Thank you so much  referencing the scripture. I should have gone back and added the text. 

Indeed may He have mercy on us all.


----------



## Shimmie (Mar 24, 2016)

Ladies... I recall that movie with Adrienne and Ja'rule (sp?)

I didn't realize that it was produced by Israel Houghton.       What I noticed about the movie is that it rode 'on the edge'.    It was 'carnal'... period.    I remember thinking, 'she's a Church girl, yet...  
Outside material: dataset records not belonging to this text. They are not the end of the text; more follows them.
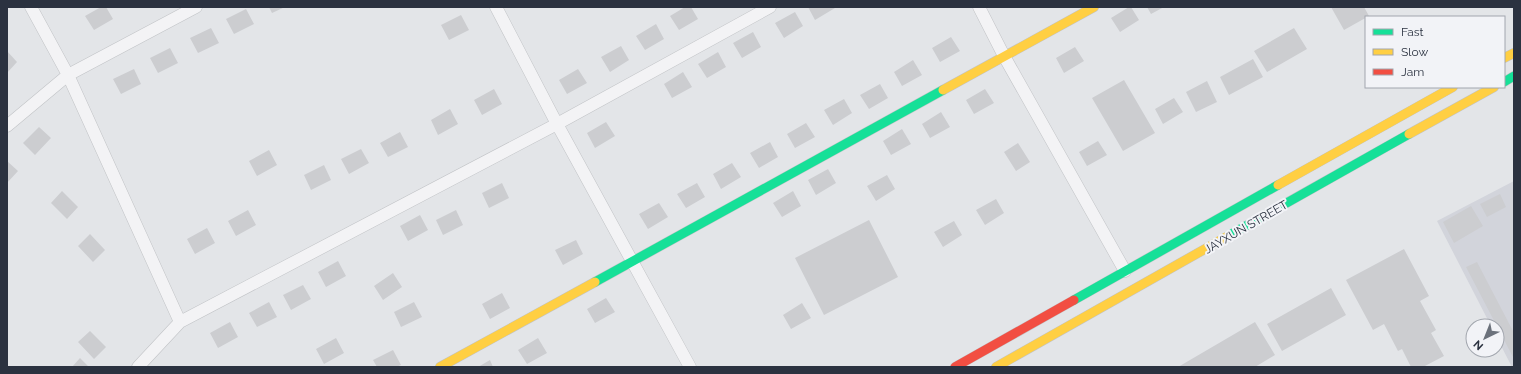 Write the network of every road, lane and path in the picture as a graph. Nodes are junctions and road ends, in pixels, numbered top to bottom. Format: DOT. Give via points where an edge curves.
graph roads {
  1 [pos="31,7"];
  2 [pos="196,7"];
  3 [pos="496,7"];
  4 [pos="770,7"];
  5 [pos="980,7"];
  6 [pos="1094,7"];
  7 [pos="1514,52"];
  8 [pos="1004,56"];
  9 [pos="1505,57"];
  10 [pos="68,75"];
  11 [pos="1514,76"];
  12 [pos="1505,81"];
  13 [pos="1451,88"];
  14 [pos="1492,88"];
  15 [pos="557,124"];
  16 [pos="7,126"];
  17 [pos="632,261"];
  18 [pos="1125,271"];
  19 [pos="180,322"];
  20 [pos="138,367"];
  21 [pos="440,367"];
  22 [pos="690,367"];
  23 [pos="955,367"];
  24 [pos="996,367"];
  1 -- 10 [label="street"];
  2 -- 10 [label="street"];
  3 -- 15 [label="street"];
  4 -- 15 [label="street"];
  5 -- 8 [label="street"];
  6 -- 8 [label="main road"];
  7 -- 9 [label="main road"];
  8 -- 17 [label="main road"];
  8 -- 18 [label="street"];
  10 -- 16 [label="street"];
  10 -- 19 [label="street"];
  11 -- 12 [label="main road"];
  13 -- 18 [label="main road, JAYXUN STREET"];
  14 -- 24 [label="main road, JAYXUN STREET" via="1130,294"];
  15 -- 17 [label="street"];
  15 -- 19 [label="street"];
  17 -- 21 [label="main road"];
  17 -- 22 [label="street"];
  18 -- 23 [label="main road, JAYXUN STREET"];
  19 -- 20 [label="street"];
}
My point is that with this movie that he produced, you could see the carnality that was coming from his spirit for it did not represent the lifestyle that a Christian woman would live. After seeing the latest news, I'm not that surprised as it appears that this lust for Adrienne was evolving in him all along.

Just my perception.


----------



## mensa (Mar 24, 2016)

Hey Shimmie, 

I totally agree with you.  

I haven't seen the movie.  I'll see if I can view it on youtube.


----------



## Shimmie (Mar 24, 2016)

mensa said:


> Hey Shimmie,
> 
> I totally agree with you.
> 
> I haven't seen the movie.  I'll see if I can view it on youtube.


  Hi Precious @mensa 

From the title of the movie my daughter and I expected 'more' from the 'Church Girl' image.   Adrienne simply was not the 'right' choice for this role.


----------



## mensa (Mar 24, 2016)

^^^ I love, love, love your Too Many, Not Enough, ect., poster!


----------



## fifi134 (Mar 24, 2016)

Shimmie said:


> Ladies... I recall that movie with Adrienne and Ja'rule (sp?)
> 
> I didn't realize that it was produced by Israel Houghton.       What I noticed about the movie is that it rode 'on the edge'.    It was 'carnal'... period.    I remember thinking, 'she's a Church girl, yet...
> 
> ...



That movie was beyond ratchet. There were so many things that her character engaged in that were not proper for a believer. Those who don't know the Lord would be led to believe Adrienne's character's behavior was godly when in fact, it was quite the opposite. It was such a huge disappointment!


----------



## Shimmie (Mar 24, 2016)

mensa said:


> ^^^ I love, love, love your Too Many, Not Enough, ect., poster!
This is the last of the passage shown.